« Huit heures ne font pas un jour »: amour, schnaps et luttes ouvrières

« Huit heures ne font pas un jour »: amour, schnaps et luttes ouvrières

Grand cinéaste des luttes ouvrières et des questions de domination sociale, Rainer Werner Fassbinder a aussi travaillé pour le petit écran; l’éducation et le divertissement des masses populaires ne pouvant le laisser indifférent. Ainsi sont nées « Le monde sur le fil » ou « Berlin Alexanderplatz », séries diffusées respectivement en 1973 et 1980.

Grâce au travail de restauration effectué par Carlotta Films, la série Huit heures ne font pas un jour*** sort opportunément de l’oubli dans lequel elle était tombée.
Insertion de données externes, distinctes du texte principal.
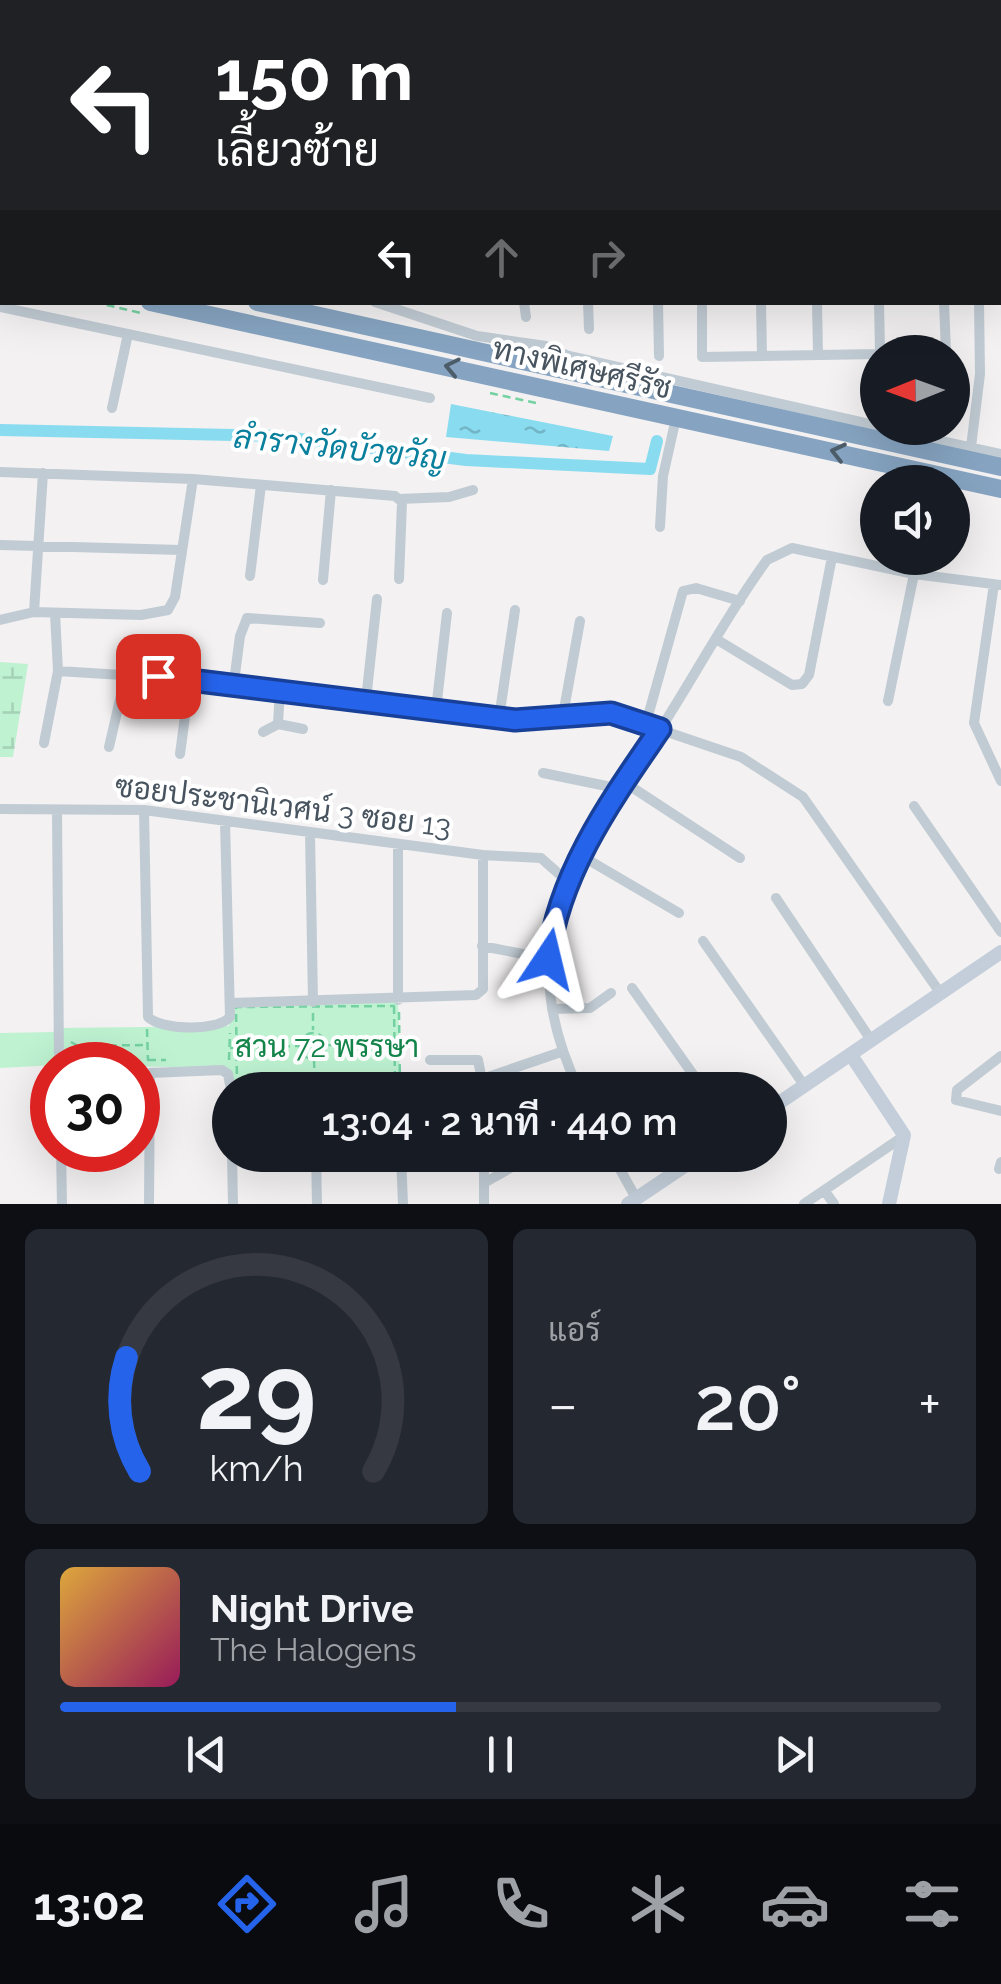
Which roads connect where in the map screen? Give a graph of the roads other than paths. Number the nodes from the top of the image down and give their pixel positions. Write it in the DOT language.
graph roads {
  1 [pos="164,305"];
  2 [pos="271,305"];
  3 [pos="384,305"];
  4 [pos="524,305"];
  5 [pos="588,305"];
  6 [pos="658,305"];
  7 [pos="702,305"];
  8 [pos="761,305"];
  9 [pos="817,305"];
  10 [pos="880,305"];
  11 [pos="944,305"];
  12 [pos="978,305"];
  13 [pos="0,306"];
  14 [pos="526,317"];
  15 [pos="589,329"];
  16 [pos="128,334"];
  17 [pos="879,335"];
  18 [pos="945,335"];
  19 [pos="860,354"];
  20 [pos="818,355"];
  21 [pos="659,356"];
  22 [pos="762,356"];
  23 [pos="430,398"];
  24 [pos="112,408"];
  25 [pos="860,422"];
  26 [pos="674,427"];
  27 [pos="962,445"];
  28 [pos="971,448"];
  29 [pos="1001,454"];
  30 [pos="1001,467"];
  31 [pos="0,472"];
  32 [pos="44,474"];
  33 [pos="193,479"];
  34 [pos="261,485"];
  35 [pos="1001,489"];
  36 [pos="331,490"];
  37 [pos="473,490"];
  38 [pos="399,499"];
  39 [pos="660,527"];
  40 [pos="0,545"];
  41 [pos="39,546"];
  42 [pos="182,550"];
  43 [pos="832,558"];
  44 [pos="860,563"];
  45 [pos="914,575"];
  46 [pos="922,575"];
  47 [pos="250,576"];
  48 [pos="323,580"];
  49 [pos="399,580"];
  50 [pos="997,585"];
  51 [pos="377,599"];
  52 [pos="740,601"];
  53 [pos="515,610"];
  54 [pos="34,612"];
  55 [pos="55,613"];
  56 [pos="447,613"];
  57 [pos="0,620"];
  58 [pos="580,621"];
  59 [pos="320,624"];
  60 [pos="716,640"];
  61 [pos="58,671"];
  62 [pos="126,673"];
  63 [pos="190,678"];
  64 [pos="234,682"];
  65 [pos="280,688"];
  66 [pos="366,700"];
  67 [pos="888,701"];
  68 [pos="436,710"];
  69 [pos="563,716"];
  70 [pos="499,718"];
  71 [pos="646,723"];
  72 [pos="278,724"];
  73 [pos="303,728"];
  74 [pos="660,729"];
  75 [pos="264,732"];
  76 [pos="44,743"];
  77 [pos="109,747"];
  78 [pos="180,754"];
  79 [pos="543,773"];
  80 [pos="1001,781"];
  81 [pos="622,786"];
  82 [pos="914,806"];
  83 [pos="0,809"];
  84 [pos="57,810"];
  85 [pos="144,810"];
  86 [pos="225,821"];
  87 [pos="310,832"];
  88 [pos="398,844"];
  89 [pos="483,855"];
  90 [pos="580,855"];
  91 [pos="740,858"];
  92 [pos="568,882"];
  93 [pos="776,898"];
  94 [pos="680,913"];
  95 [pos="1001,932"];
  96 [pos="704,941"];
  97 [pos="482,946"];
  98 [pos="1001,952"];
  99 [pos="548,959"];
  100 [pos="632,988"];
  101 [pos="612,993"];
  102 [pos="942,994"];
  103 [pos="398,1000"];
  104 [pos="230,1003"];
  105 [pos="313,1004"];
  106 [pos="552,1009"];
  107 [pos="871,1040"];
  108 [pos="59,1042"];
  109 [pos="561,1052"];
  110 [pos="850,1055"];
  111 [pos="1001,1056"];
  112 [pos="430,1060"];
  113 [pos="225,1072"];
  114 [pos="481,1072"];
  115 [pos="513,1072"];
  116 [pos="570,1072"];
  117 [pos="691,1072"];
  118 [pos="804,1085"];
  119 [pos="787,1096"];
  120 [pos="1001,1111"];
  121 [pos="904,1135"];
  122 [pos="61,1172"];
  123 [pos="232,1172"];
  124 [pos="316,1172"];
  125 [pos="402,1172"];
  126 [pos="484,1172"];
  127 [pos="503,1172"];
  128 [pos="619,1172"];
  129 [pos="676,1172"];
  130 [pos="484,1183"];
  131 [pos="824,1190"];
  132 [pos="632,1201"];
  133 [pos="62,1204"];
  134 [pos="148,1204"];
  135 [pos="232,1204"];
  136 [pos="317,1204"];
  137 [pos="402,1204"];
  138 [pos="484,1204"];
  139 [pos="804,1204"];
  140 [pos="834,1204"];
  141 [pos="889,1204"];
  35 -- 1 [label="highway, ทางพิเศษศรีรัช, one-way"];
  2 -- 30 [label="highway, ทางพิเศษศรีรัช"];
  3 -- 25 [label="street"];
  4 -- 14 [label="street"];
  5 -- 15 [label="street"];
  6 -- 21 [label="street"];
  7 -- 22 [label="street"];
  8 -- 22 [label="street"];
  9 -- 20 [label="street"];
  10 -- 17 [label="street"];
  11 -- 18 [label="street"];
  12 -- 28 [label="street"];
  13 -- 16 [label="street"];
  16 -- 23 [label="street"];
  16 -- 24 [label="street"];
  19 -- 20 [label="street"];
  20 -- 22 [label="street"];
  26 -- 39 [label="street"];
  27 -- 28 [label="street"];
  28 -- 29 [label="street"];
  31 -- 32 [label="street"];
  32 -- 33 [label="street"];
  32 -- 41 [label="street"];
  33 -- 34 [label="street"];
  33 -- 42 [label="street"];
  34 -- 36 [label="street"];
  34 -- 47 [label="street"];
  36 -- 38 [label="street"];
  36 -- 48 [label="street"];
  37 -- 38 [label="street"];
  38 -- 49 [label="street"];
  40 -- 41 [label="street"];
  41 -- 42 [label="street"];
  41 -- 54 [label="street"];
  42 -- 55 [label="street"];
  43 -- 44 [label="street"];
  43 -- 52 [label="street"];
  43 -- 60 [label="street"];
  45 -- 67 [label="street"];
  46 -- 50 [label="street"];
  50 -- 80 [label="street"];
  51 -- 66 [label="street"];
  52 -- 60 [label="street"];
  52 -- 71 [label="street"];
  53 -- 70 [label="street"];
  54 -- 55 [label="street"];
  54 -- 57 [label="street"];
  55 -- 61 [label="street"];
  56 -- 68 [label="street"];
  58 -- 69 [label="street"];
  59 -- 64 [label="street"];
  60 -- 74 [label="street"];
  61 -- 62 [label="street"];
  61 -- 76 [label="street"];
  62 -- 63 [label="street"];
  62 -- 77 [label="street"];
  63 -- 64 [label="street"];
  63 -- 78 [label="street"];
  64 -- 65 [label="street"];
  65 -- 66 [label="street"];
  65 -- 72 [label="street"];
  66 -- 68 [label="street"];
  68 -- 70 [label="street"];
  69 -- 70 [label="street"];
  69 -- 71 [label="street"];
  71 -- 74 [label="street"];
  72 -- 73 [label="street"];
  72 -- 75 [label="street"];
  74 -- 81 [label="street"];
  74 -- 102 [label="street"];
  79 -- 81 [label="street"];
  81 -- 90 [label="street"];
  81 -- 91 [label="street"];
  82 -- 95 [label="street"];
  83 -- 84 [label="street, ซอยประชานิเวศน์ 3 ซอย 13"];
  84 -- 85 [label="street, ซอยประชานิเวศน์ 3 ซอย 13"];
  84 -- 108 [label="street"];
  85 -- 86 [label="street, ซอยประชานิเวศน์ 3 ซอย 13"];
  85 -- 104 [label="street"];
  86 -- 87 [label="street, ซอยประชานิเวศน์ 3 ซอย 13"];
  86 -- 104 [label="street"];
  87 -- 88 [label="street, ซอยประชานิเวศน์ 3 ซอย 13"];
  87 -- 105 [label="street"];
  88 -- 89 [label="street, ซอยประชานิเวศน์ 3 ซอย 13"];
  88 -- 103 [label="street"];
  89 -- 92 [label="street, ซอยประชานิเวศน์ 3 ซอย 13"];
  89 -- 97 [label="street"];
  90 -- 92 [label="street"];
  90 -- 94 [label="street"];
  92 -- 99 [label="street"];
  93 -- 107 [label="street"];
  96 -- 118 [label="street"];
  97 -- 99 [label="street"];
  97 -- 103 [label="street"];
  98 -- 102 [label="street"];
  99 -- 106 [label="street"];
  100 -- 117 [label="street"];
  101 -- 106 [label="street"];
  102 -- 107 [label="street"];
  103 -- 105 [label="street"];
  104 -- 105 [label="street"];
  106 -- 109 [label="street"];
  107 -- 110 [label="street"];
  109 -- 115 [label="street"];
  109 -- 116 [label="street"];
  110 -- 118 [label="street"];
  110 -- 121 [label="street"];
  111 -- 120 [label="street"];
  112 -- 114 [label="street"];
  113 -- 134 [label="street"];
  118 -- 119 [label="street"];
  121 -- 131 [label="street"];
  121 -- 141 [label="street"];
  122 -- 133 [label="street"];
  123 -- 135 [label="street"];
  124 -- 136 [label="street"];
  125 -- 137 [label="street"];
  126 -- 130 [label="street"];
  127 -- 130 [label="street"];
  128 -- 132 [label="street"];
  129 -- 132 [label="street"];
  130 -- 138 [label="street"];
  131 -- 139 [label="street"];
  131 -- 140 [label="street"];
}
Commandée par la chaîne régionale WDR, elle prend la forme d’une saga familiale, genre déjà très en vogue à l’époque, mais s’ancre dans l’Allemagne industrieuse des années 70, sujet forcément majeur aux yeux de Fassbinder. Mais qui semblera plus incongru ou subversif aux yeux de ses détracteurs.

En cinq épisodes, Rainer Fassbinder imagine une saga familiale positive, ancrée dans les luttes sociales.